━━━ Provided information
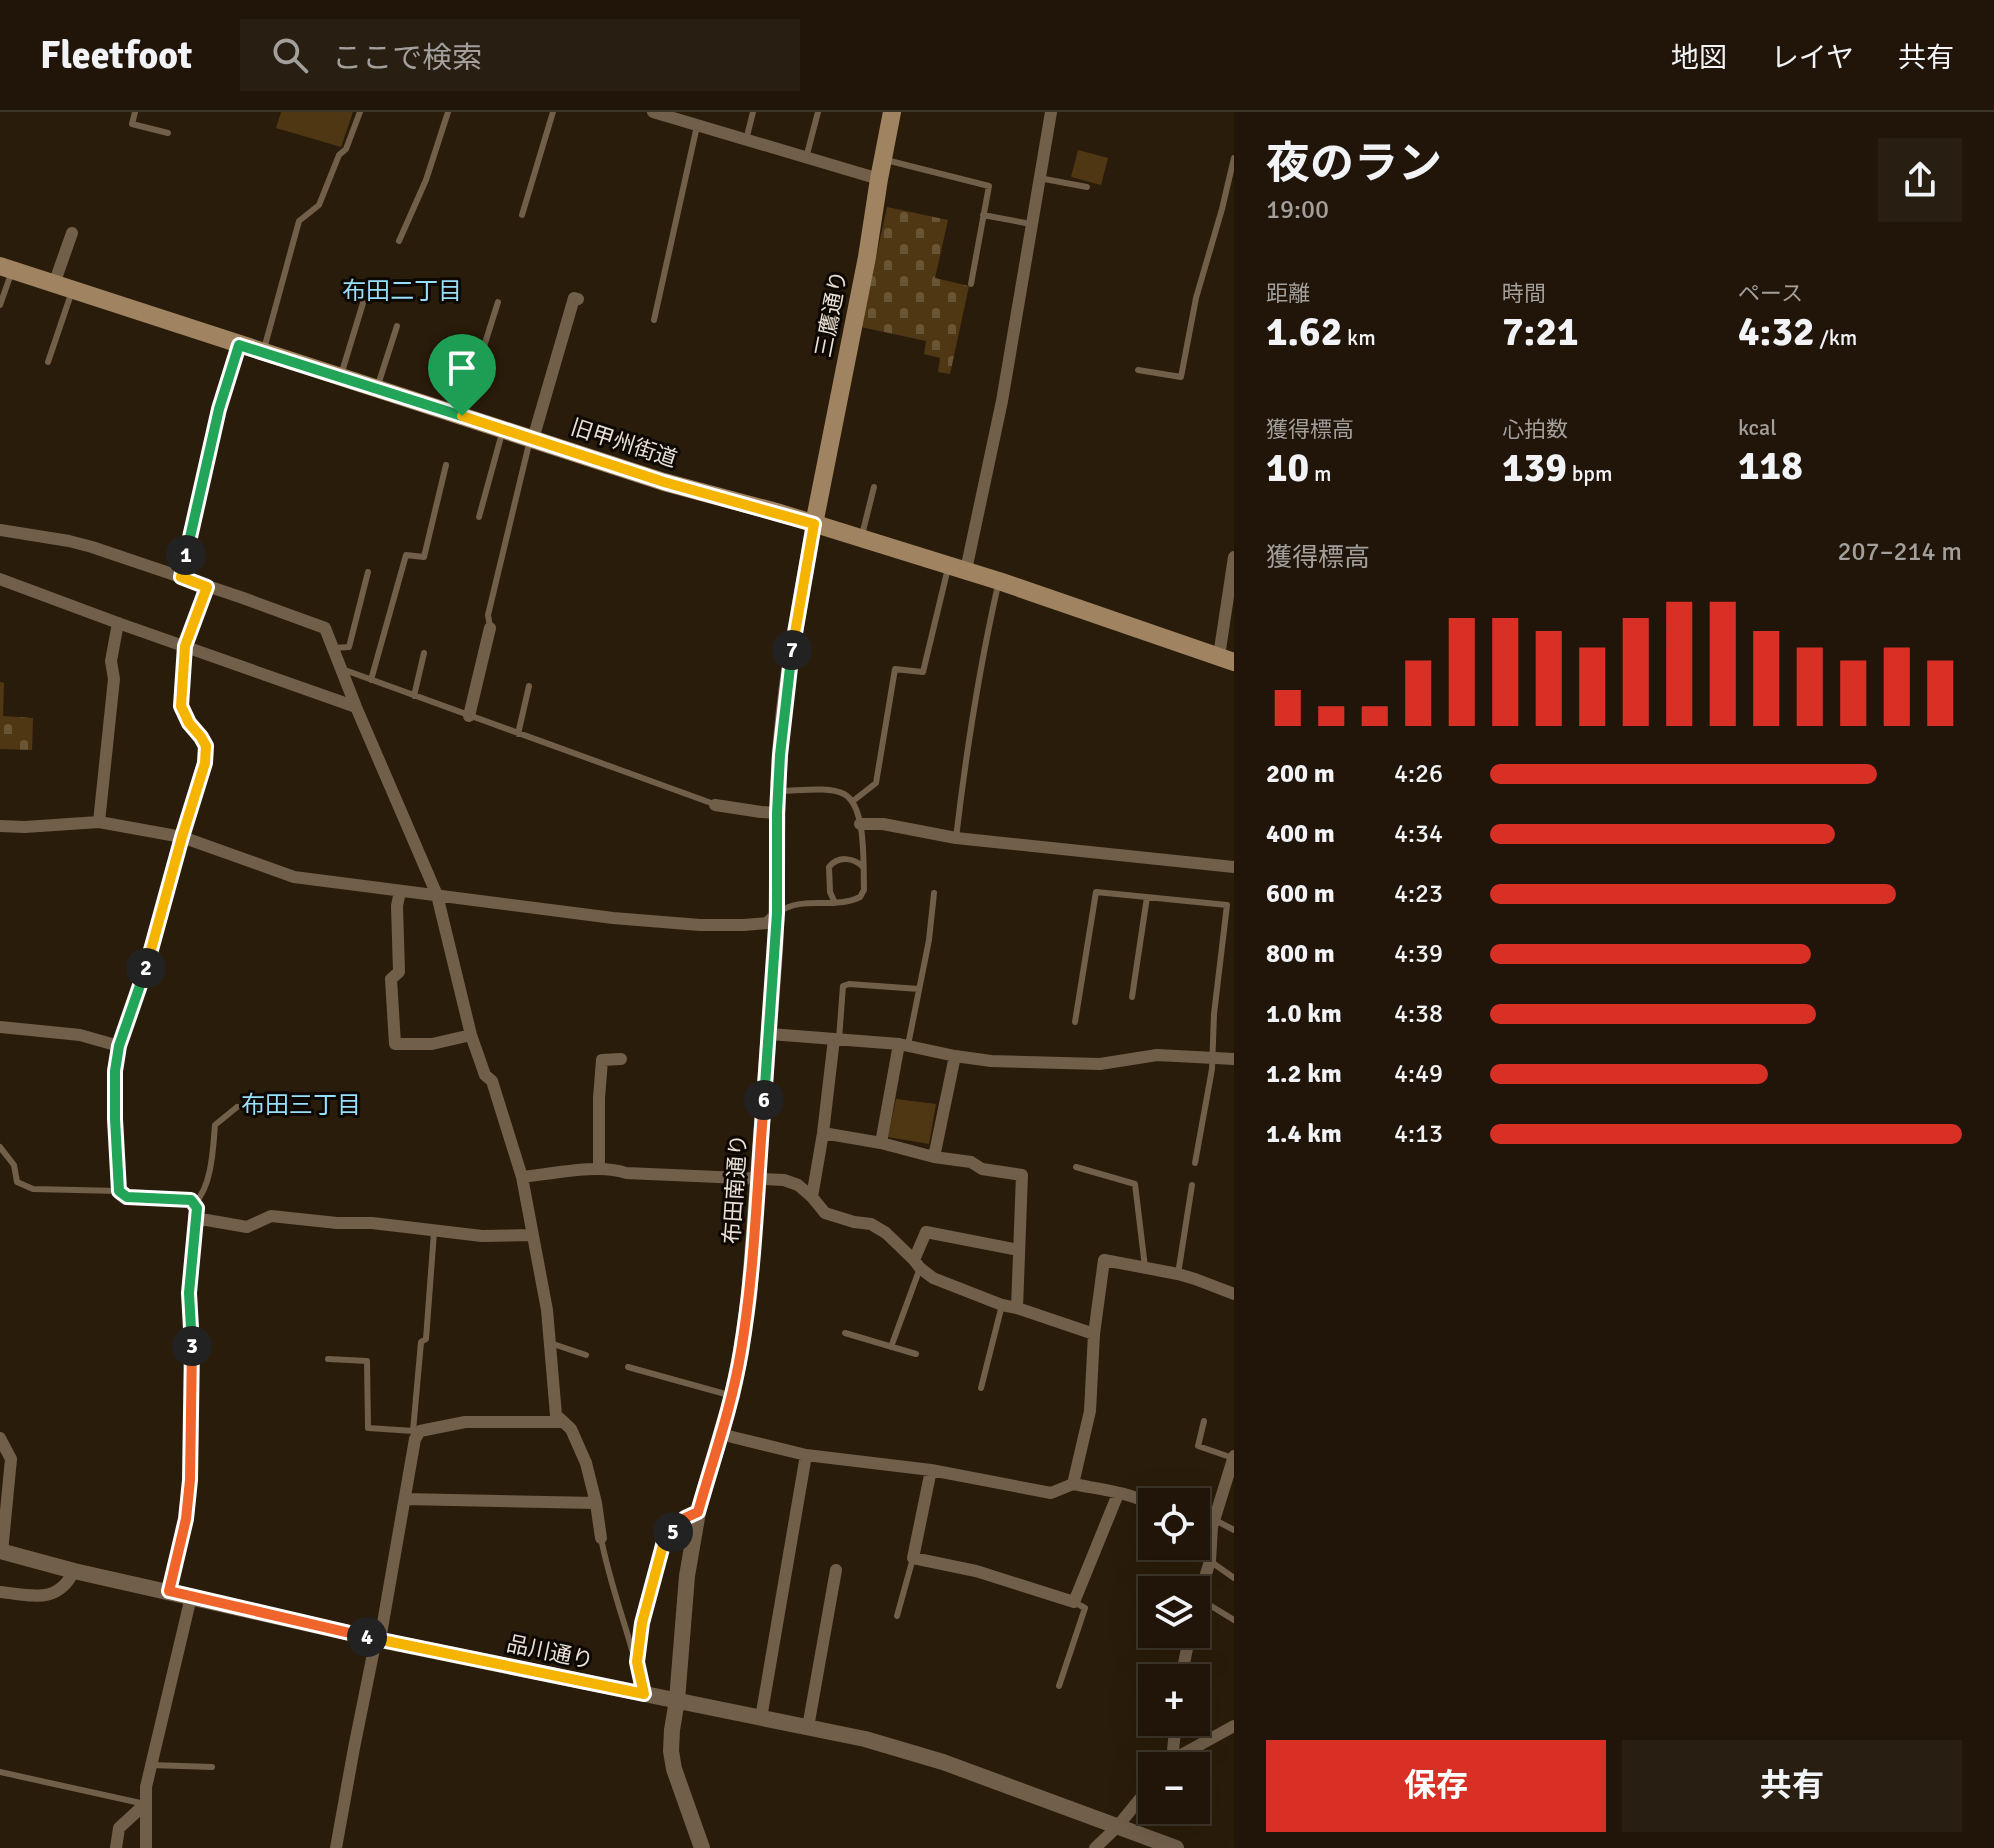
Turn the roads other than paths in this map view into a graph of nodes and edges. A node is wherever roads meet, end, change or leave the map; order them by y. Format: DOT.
graph roads {
  1 [pos="135,112"];
  2 [pos="360,112"];
  3 [pos="448,112"];
  4 [pos="553,112"];
  5 [pos="653,112"];
  6 [pos="753,112"];
  7 [pos="818,112"];
  8 [pos="892,112"];
  9 [pos="1051,112"];
  10 [pos="697,126"];
  11 [pos="168,133"];
  12 [pos="746,140"];
  13 [pos="806,158"];
  14 [pos="1234,158"];
  15 [pos="882,159"];
  16 [pos="1039,178"];
  17 [pos="879,179"];
  18 [pos="1087,187"];
  19 [pos="522,215"];
  20 [pos="983,215"];
  21 [pos="1032,224"];
  22 [pos="72,233"];
  23 [pos="399,241"];
  24 [pos="6,268"];
  25 [pos="971,284"];
  26 [pos="63,287"];
  27 [pos="367,290"];
  28 [pos="578,299"];
  29 [pos="498,302"];
  30 [pos="0,305"];
  31 [pos="654,320"];
  32 [pos="397,326"];
  33 [pos="239,345"];
  34 [pos="263,352"];
  35 [pos="48,362"];
  36 [pos="1138,370"];
  37 [pos="341,376"];
  38 [pos="377,388"];
  39 [pos="462,416"];
  40 [pos="503,429"];
  41 [pos="530,443"];
  42 [pos="446,465"];
  43 [pos="874,487"];
  44 [pos="479,517"];
  45 [pos="814,524"];
  46 [pos="0,530"];
  47 [pos="861,538"];
  48 [pos="1234,557"];
  49 [pos="958,568"];
  50 [pos="368,572"];
  51 [pos="181,577"];
  52 [pos="0,579"];
  53 [pos="999,581"];
  54 [pos="207,587"];
  55 [pos="118,623"];
  56 [pos="490,628"];
  57 [pos="185,646"];
  58 [pos="333,648"];
  59 [pos="424,653"];
  60 [pos="1226,659"];
  61 [pos="342,669"];
  62 [pos="371,680"];
  63 [pos="529,686"];
  64 [pos="414,696"];
  65 [pos="356,707"];
  66 [pos="469,716"];
  67 [pos="518,734"];
  68 [pos="778,791"];
  69 [pos="853,801"];
  70 [pos="715,805"];
  71 [pos="777,813"];
  72 [pos="99,822"];
  73 [pos="860,824"];
  74 [pos="0,826"];
  75 [pos="182,837"];
  76 [pos="956,838"];
  77 [pos="863,867"];
  78 [pos="1234,867"];
  79 [pos="400,891"];
  80 [pos="934,893"];
  81 [pos="437,895"];
  82 [pos="1147,897"];
  83 [pos="835,903"];
  84 [pos="1231,905"];
  85 [pos="777,913"];
  86 [pos="919,989"];
  87 [pos="1132,997"];
  88 [pos="1075,1022"];
  89 [pos="0,1027"];
  90 [pos="770,1034"];
  91 [pos="471,1035"];
  92 [pos="836,1039"];
  93 [pos="903,1044"];
  94 [pos="119,1046"];
  95 [pos="955,1056"];
  96 [pos="1212,1057"];
  97 [pos="621,1059"];
  98 [pos="1234,1059"];
  99 [pos="237,1107"];
  100 [pos="823,1133"];
  101 [pos="881,1143"];
  102 [pos="0,1147"];
  103 [pos="934,1157"];
  104 [pos="1195,1163"];
  105 [pos="1076,1167"];
  106 [pos="599,1169"];
  107 [pos="522,1177"];
  108 [pos="758,1178"];
  109 [pos="1192,1185"];
  110 [pos="119,1191"];
  111 [pos="812,1197"];
  112 [pos="195,1203"];
  113 [pos="195,1218"];
  114 [pos="434,1232"];
  115 [pos="533,1235"];
  116 [pos="1019,1250"];
  117 [pos="917,1264"];
  118 [pos="1145,1267"];
  119 [pos="1178,1274"];
  120 [pos="1234,1294"];
  121 [pos="1002,1305"];
  122 [pos="1017,1308"];
  123 [pos="845,1333"];
  124 [pos="1094,1334"];
  125 [pos="550,1343"];
  126 [pos="891,1347"];
  127 [pos="916,1354"];
  128 [pos="586,1355"];
  129 [pos="328,1359"];
  130 [pos="628,1367"];
  131 [pos="981,1388"];
  132 [pos="732,1396"];
  133 [pos="1204,1421"];
  134 [pos="562,1422"];
  135 [pos="416,1431"];
  136 [pos="720,1434"];
  137 [pos="0,1438"];
  138 [pos="806,1455"];
  139 [pos="1233,1464"];
  140 [pos="931,1470"];
  141 [pos="1073,1484"];
  142 [pos="1118,1494"];
  143 [pos="405,1499"];
  144 [pos="1138,1500"];
  145 [pos="596,1503"];
  146 [pos="698,1512"];
  147 [pos="1210,1524"];
  148 [pos="1213,1524"];
  149 [pos="1234,1530"];
  150 [pos="601,1538"];
  151 [pos="1,1553"];
  152 [pos="913,1558"];
  153 [pos="1210,1561"];
  154 [pos="836,1570"];
  155 [pos="74,1571"];
  156 [pos="1205,1576"];
  157 [pos="1234,1578"];
  158 [pos="169,1591"];
  159 [pos="0,1592"];
  160 [pos="191,1597"];
  161 [pos="1074,1602"];
  162 [pos="1210,1608"];
  163 [pos="897,1616"];
  164 [pos="1234,1620"];
  165 [pos="378,1639"];
  166 [pos="637,1662"];
  167 [pos="1059,1686"];
  168 [pos="644,1694"];
  169 [pos="677,1700"];
  170 [pos="761,1718"];
  171 [pos="1234,1726"];
  172 [pos="808,1727"];
  173 [pos="1188,1752"];
  174 [pos="151,1765"];
  175 [pos="212,1767"];
  176 [pos="0,1772"];
  177 [pos="1138,1801"];
  178 [pos="145,1804"];
  179 [pos="1117,1827"];
  180 [pos="116,1848"];
  181 [pos="146,1848"];
  182 [pos="336,1848"];
  183 [pos="702,1848"];
  184 [pos="1095,1848"];
  185 [pos="1176,1848"];
  1 -- 11 [label="lane"];
  2 -- 34 [label="lane"];
  3 -- 23 [label="lane"];
  4 -- 19 [label="lane"];
  5 -- 10 [label="street"];
  6 -- 12 [label="lane"];
  7 -- 13 [label="lane"];
  8 -- 15 [label="main road, 三鷹通り"];
  9 -- 16 [label="street"];
  10 -- 12 [label="street"];
  10 -- 31 [label="lane"];
  12 -- 13 [label="street"];
  13 -- 17 [label="street"];
  14 -- 36 [label="lane"];
  15 -- 17 [label="main road, 三鷹通り"];
  15 -- 20 [label="lane"];
  16 -- 18 [label="lane"];
  16 -- 21 [label="street"];
  17 -- 45 [label="main road, 三鷹通り"];
  20 -- 21 [label="lane"];
  20 -- 25 [label="lane"];
  21 -- 49 [label="street"];
  22 -- 26 [label="street"];
  24 -- 26 [label="main road, 旧甲州街道"];
  24 -- 30 [label="lane"];
  26 -- 33 [label="main road, 旧甲州街道"];
  26 -- 35 [label="lane"];
  27 -- 37 [label="lane"];
  28 -- 41 [label="street"];
  29 -- 39 [label="lane"];
  32 -- 38 [label="lane"];
  33 -- 34 [label="main road, 旧甲州街道"];
  33 -- 51 [label="lane"];
  34 -- 37 [label="main road, 旧甲州街道"];
  37 -- 38 [label="main road, 旧甲州街道"];
  38 -- 39 [label="main road, 旧甲州街道"];
  39 -- 40 [label="main road, 旧甲州街道"];
  40 -- 41 [label="main road, 旧甲州街道"];
  40 -- 44 [label="lane"];
  41 -- 45 [label="main road, 旧甲州街道"];
  41 -- 56 [label="lane"];
  42 -- 62 [label="lane"];
  43 -- 47 [label="lane"];
  45 -- 47 [label="main road, 旧甲州街道"];
  45 -- 68 [label="street, 布田南通り"];
  46 -- 51 [label="street"];
  47 -- 49 [label="main road, 旧甲州街道"];
  48 -- 60 [label="street"];
  49 -- 53 [label="main road, 旧甲州街道"];
  49 -- 69 [label="lane"];
  50 -- 58 [label="lane"];
  51 -- 54 [label="street"];
  52 -- 55 [label="street"];
  53 -- 60 [label="main road, 旧甲州街道"];
  53 -- 76 [label="lane"];
  54 -- 57 [label="lane"];
  54 -- 58 [label="street"];
  55 -- 57 [label="street"];
  55 -- 72 [label="street"];
  56 -- 66 [label="street"];
  57 -- 65 [label="street"];
  57 -- 75 [label="street"];
  58 -- 61 [label="street"];
  59 -- 64 [label="lane"];
  61 -- 62 [label="lane"];
  61 -- 65 [label="street"];
  62 -- 64 [label="lane"];
  63 -- 67 [label="lane"];
  64 -- 66 [label="lane"];
  65 -- 81 [label="street"];
  66 -- 67 [label="lane"];
  67 -- 70 [label="lane"];
  68 -- 69 [label="lane"];
  68 -- 71 [label="street, 布田南通り"];
  69 -- 73 [label="lane"];
  70 -- 71 [label="street"];
  71 -- 85 [label="street, 布田南通り"];
  72 -- 74 [label="street"];
  72 -- 75 [label="street"];
  73 -- 76 [label="street"];
  73 -- 77 [label="lane"];
  75 -- 79 [label="street"];
  75 -- 94 [label="street"];
  76 -- 78 [label="street"];
  77 -- 83 [label="lane"];
  77 -- 83 [label="lane"];
  79 -- 81 [label="street"];
  79 -- 91 [label="street"];
  80 -- 86 [label="lane"];
  81 -- 85 [label="street"];
  81 -- 91 [label="street"];
  82 -- 84 [label="lane"];
  82 -- 87 [label="lane"];
  82 -- 88 [label="lane"];
  83 -- 85 [label="lane"];
  84 -- 96 [label="lane"];
  85 -- 90 [label="street, 布田南通り"];
  86 -- 92 [label="lane"];
  86 -- 93 [label="lane"];
  89 -- 94 [label="street"];
  90 -- 92 [label="street"];
  90 -- 108 [label="street, 布田南通り"];
  91 -- 107 [label="street"];
  92 -- 93 [label="street"];
  92 -- 100 [label="street"];
  93 -- 95 [label="street"];
  93 -- 101 [label="street"];
  94 -- 110 [label="street"];
  95 -- 96 [label="street"];
  95 -- 103 [label="street"];
  96 -- 98 [label="street"];
  96 -- 104 [label="lane"];
  97 -- 106 [label="street"];
  99 -- 112 [label="lane"];
  100 -- 101 [label="street"];
  100 -- 111 [label="street"];
  101 -- 103 [label="street"];
  102 -- 110 [label="lane"];
  103 -- 116 [label="street"];
  105 -- 118 [label="lane"];
  106 -- 107 [label="street"];
  106 -- 108 [label="street"];
  107 -- 115 [label="street"];
  108 -- 111 [label="street"];
  108 -- 132 [label="street, 布田南通り"];
  109 -- 119 [label="lane"];
  110 -- 112 [label="street"];
  111 -- 117 [label="street"];
  112 -- 113 [label="street"];
  113 -- 114 [label="street"];
  113 -- 158 [label="street"];
  114 -- 115 [label="street"];
  114 -- 135 [label="lane"];
  115 -- 125 [label="street"];
  116 -- 117 [label="street"];
  116 -- 122 [label="street"];
  117 -- 121 [label="street"];
  117 -- 126 [label="lane"];
  118 -- 119 [label="street"];
  118 -- 124 [label="street"];
  119 -- 120 [label="street"];
  121 -- 122 [label="street"];
  121 -- 131 [label="lane"];
  122 -- 124 [label="street"];
  123 -- 126 [label="lane"];
  124 -- 141 [label="street"];
  125 -- 128 [label="lane"];
  125 -- 134 [label="street"];
  126 -- 127 [label="lane"];
  129 -- 135 [label="lane"];
  130 -- 132 [label="lane"];
  132 -- 136 [label="street, 布田南通り"];
  133 -- 139 [label="lane"];
  134 -- 135 [label="street"];
  134 -- 145 [label="street"];
  135 -- 143 [label="street"];
  136 -- 138 [label="street"];
  136 -- 146 [label="street, 布田南通り"];
  137 -- 151 [label="street"];
  138 -- 140 [label="street"];
  138 -- 170 [label="street"];
  139 -- 148 [label="street"];
  140 -- 141 [label="street"];
  140 -- 152 [label="street"];
  141 -- 142 [label="street"];
  142 -- 144 [label="street"];
  142 -- 161 [label="street"];
  143 -- 145 [label="street"];
  143 -- 165 [label="street"];
  145 -- 150 [label="street"];
  146 -- 166 [label="lane"];
  146 -- 169 [label="street, 布田南通り"];
  147 -- 148 [label="street"];
  148 -- 149 [label="lane"];
  148 -- 153 [label="street"];
  150 -- 166 [label="lane"];
  151 -- 155 [label="street, 品川通り"];
  152 -- 161 [label="street"];
  152 -- 163 [label="lane"];
  153 -- 156 [label="street"];
  153 -- 157 [label="lane"];
  154 -- 172 [label="street"];
  155 -- 158 [label="street, 品川通り"];
  155 -- 159 [label="street"];
  158 -- 160 [label="street, 品川通り"];
  160 -- 165 [label="street, 品川通り"];
  160 -- 174 [label="street"];
  161 -- 167 [label="lane"];
  162 -- 164 [label="lane"];
  165 -- 168 [label="street, 品川通り"];
  165 -- 182 [label="street"];
  166 -- 168 [label="lane"];
  168 -- 169 [label="street, 品川通り"];
  169 -- 170 [label="street, 品川通り"];
  169 -- 183 [label="street, 布田南通り"];
  170 -- 172 [label="street, 品川通り"];
  171 -- 173 [label="street"];
  172 -- 179 [label="street, 品川通り"];
  174 -- 175 [label="lane"];
  174 -- 178 [label="street"];
  176 -- 178 [label="lane"];
  177 -- 179 [label="street"];
  178 -- 180 [label="street"];
  178 -- 181 [label="street"];
  179 -- 184 [label="street"];
  179 -- 185 [label="street, 品川通り"];
}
━━━━━━
What needs to be done –
Working from the entries above, return all lines that contain "graph".

Task answer –
Turn the roads other than paths in this map view into a graph of nodes and edges. A node is wherever roads meet, end, change or leave the map; order them by y. Format: DOT.
graph roads {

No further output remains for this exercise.